Couple Relationships in the 21st Century
Relate has circulated information about the Enduring Love? questionnaire through several channels. This support was another boost to the questionnaire responses. 3,734 men and women have now completed the questionnaire in the first 10 weeks! Thank you if you are one of them.
We don't have any results yet but I have just published an article with the title is 'A critical analysis of family and relationships policies in England and Wales (1997-2011)' in the first issue of the academic journal Families, Relationships and Societies.
The article maps out social trends and unravels the development of family and relationship support policies in England and Wales between 1997-2011. I have also tried to make sense of specific shifts by analysing the interplay between governments, policy making and state spending on support policies. I illustrate that relationship support policies have only relatively recently moved to centre stage in the political agenda. Under New Labour, attention had almost exclusively focused on child outcomes and the parent-child relationship in family policy. It is not suggested that the Conservative-led coalition government places any less emphasis upon children's well-being and life experiences, but its concerns are now being approached from a different angle.

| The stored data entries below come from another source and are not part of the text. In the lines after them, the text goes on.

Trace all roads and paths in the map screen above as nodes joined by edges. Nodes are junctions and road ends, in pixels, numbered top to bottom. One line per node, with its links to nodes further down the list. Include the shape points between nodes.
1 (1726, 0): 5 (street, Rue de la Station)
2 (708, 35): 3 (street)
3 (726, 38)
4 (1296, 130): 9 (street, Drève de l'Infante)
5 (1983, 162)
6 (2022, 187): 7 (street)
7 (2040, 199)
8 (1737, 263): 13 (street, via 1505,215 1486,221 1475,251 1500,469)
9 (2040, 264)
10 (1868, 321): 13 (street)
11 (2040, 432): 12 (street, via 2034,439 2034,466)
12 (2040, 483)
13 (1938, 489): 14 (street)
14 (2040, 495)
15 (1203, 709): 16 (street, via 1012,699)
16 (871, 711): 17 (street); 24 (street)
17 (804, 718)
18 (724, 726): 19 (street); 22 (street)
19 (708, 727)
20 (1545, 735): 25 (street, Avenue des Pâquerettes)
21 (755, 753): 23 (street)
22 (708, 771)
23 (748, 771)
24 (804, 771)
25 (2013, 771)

I also demonstrate how particular government ministers have pushed relationship support policies up the policy agenda and give examples of Research Reports and Green Papers that have been conceived and produced under one government and that have not been dropped and superseded by a new brand of politics.
In government departments, the 'evidence-based' agenda is becoming stronger than ever before, as initiatives have to 'prove' their worth through measurable outcomes. But how do you measure 'positive' relationship outcomes? And what is a 'positive' relationship outcome anyhow? Perhaps this warrants another article. Watch this space…
This is my sixth blog piost. Thanks in advance for your all your comments and suggestions. You can email me to Martina.Klett-Davies@open.ac.uk.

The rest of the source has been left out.